**TASK DESCRIPTION:**
Go through the entries below and tally the lines containing the string "通湖大道"; report only the tally.

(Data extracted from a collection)
----

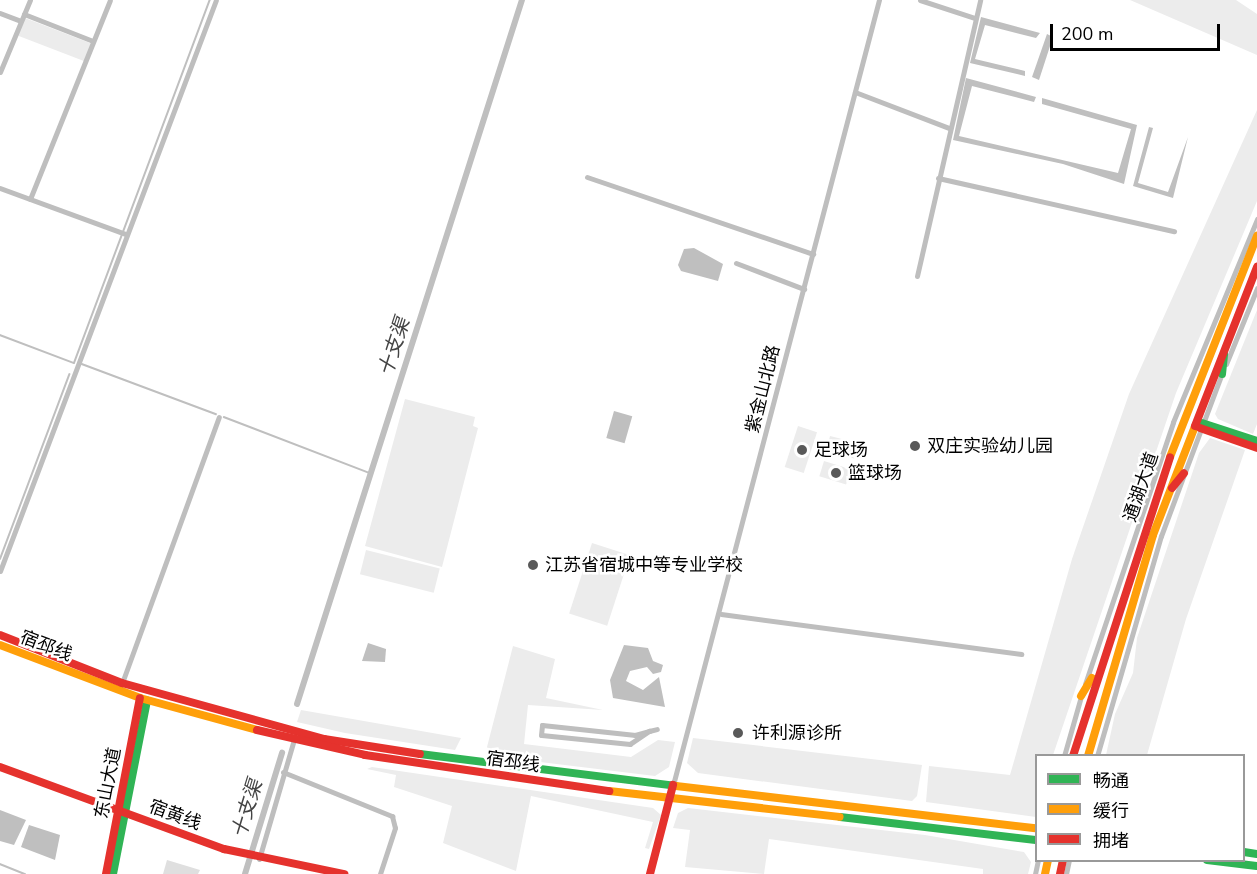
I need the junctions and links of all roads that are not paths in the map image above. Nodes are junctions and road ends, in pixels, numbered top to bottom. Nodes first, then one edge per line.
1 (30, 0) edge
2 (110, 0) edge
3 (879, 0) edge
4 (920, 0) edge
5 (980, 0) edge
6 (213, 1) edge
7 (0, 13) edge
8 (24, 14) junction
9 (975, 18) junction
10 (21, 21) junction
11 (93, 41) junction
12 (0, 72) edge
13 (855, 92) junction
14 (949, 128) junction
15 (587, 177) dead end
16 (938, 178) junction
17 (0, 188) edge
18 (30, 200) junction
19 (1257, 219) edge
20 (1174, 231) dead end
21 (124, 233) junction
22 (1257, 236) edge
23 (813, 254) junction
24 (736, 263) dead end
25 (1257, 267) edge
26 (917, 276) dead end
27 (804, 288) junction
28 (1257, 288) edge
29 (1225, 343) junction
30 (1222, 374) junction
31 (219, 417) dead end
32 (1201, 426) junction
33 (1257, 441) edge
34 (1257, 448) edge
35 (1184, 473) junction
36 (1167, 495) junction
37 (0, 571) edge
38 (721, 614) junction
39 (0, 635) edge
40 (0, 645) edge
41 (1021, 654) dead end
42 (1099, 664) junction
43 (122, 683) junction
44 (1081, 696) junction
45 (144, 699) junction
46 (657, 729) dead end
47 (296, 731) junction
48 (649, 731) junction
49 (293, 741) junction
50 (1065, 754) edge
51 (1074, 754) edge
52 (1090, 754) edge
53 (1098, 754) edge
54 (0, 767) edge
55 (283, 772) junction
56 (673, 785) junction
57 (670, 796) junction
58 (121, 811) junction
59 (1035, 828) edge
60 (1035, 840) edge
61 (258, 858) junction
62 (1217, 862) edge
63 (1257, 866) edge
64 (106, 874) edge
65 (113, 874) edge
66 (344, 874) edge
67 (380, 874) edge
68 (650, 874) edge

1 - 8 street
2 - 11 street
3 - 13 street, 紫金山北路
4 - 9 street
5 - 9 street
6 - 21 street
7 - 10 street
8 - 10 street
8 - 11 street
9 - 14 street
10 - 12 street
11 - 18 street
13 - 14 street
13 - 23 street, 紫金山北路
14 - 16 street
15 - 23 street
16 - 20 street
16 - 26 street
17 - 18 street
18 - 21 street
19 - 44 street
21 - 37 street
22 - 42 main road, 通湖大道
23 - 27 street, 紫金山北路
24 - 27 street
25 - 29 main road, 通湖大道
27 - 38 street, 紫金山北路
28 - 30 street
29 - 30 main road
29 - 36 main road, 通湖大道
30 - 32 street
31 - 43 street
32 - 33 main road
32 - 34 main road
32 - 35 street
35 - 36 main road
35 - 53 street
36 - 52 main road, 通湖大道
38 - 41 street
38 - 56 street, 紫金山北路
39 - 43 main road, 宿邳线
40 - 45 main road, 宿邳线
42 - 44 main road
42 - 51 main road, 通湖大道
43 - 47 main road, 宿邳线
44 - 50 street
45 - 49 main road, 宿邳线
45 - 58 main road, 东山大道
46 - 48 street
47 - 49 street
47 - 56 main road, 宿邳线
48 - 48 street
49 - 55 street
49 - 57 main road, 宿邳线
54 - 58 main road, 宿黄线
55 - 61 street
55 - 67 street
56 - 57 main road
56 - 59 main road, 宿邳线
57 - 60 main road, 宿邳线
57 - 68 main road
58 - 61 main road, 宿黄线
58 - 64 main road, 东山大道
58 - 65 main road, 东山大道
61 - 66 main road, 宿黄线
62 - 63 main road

----

**FINISHED TASK:**
5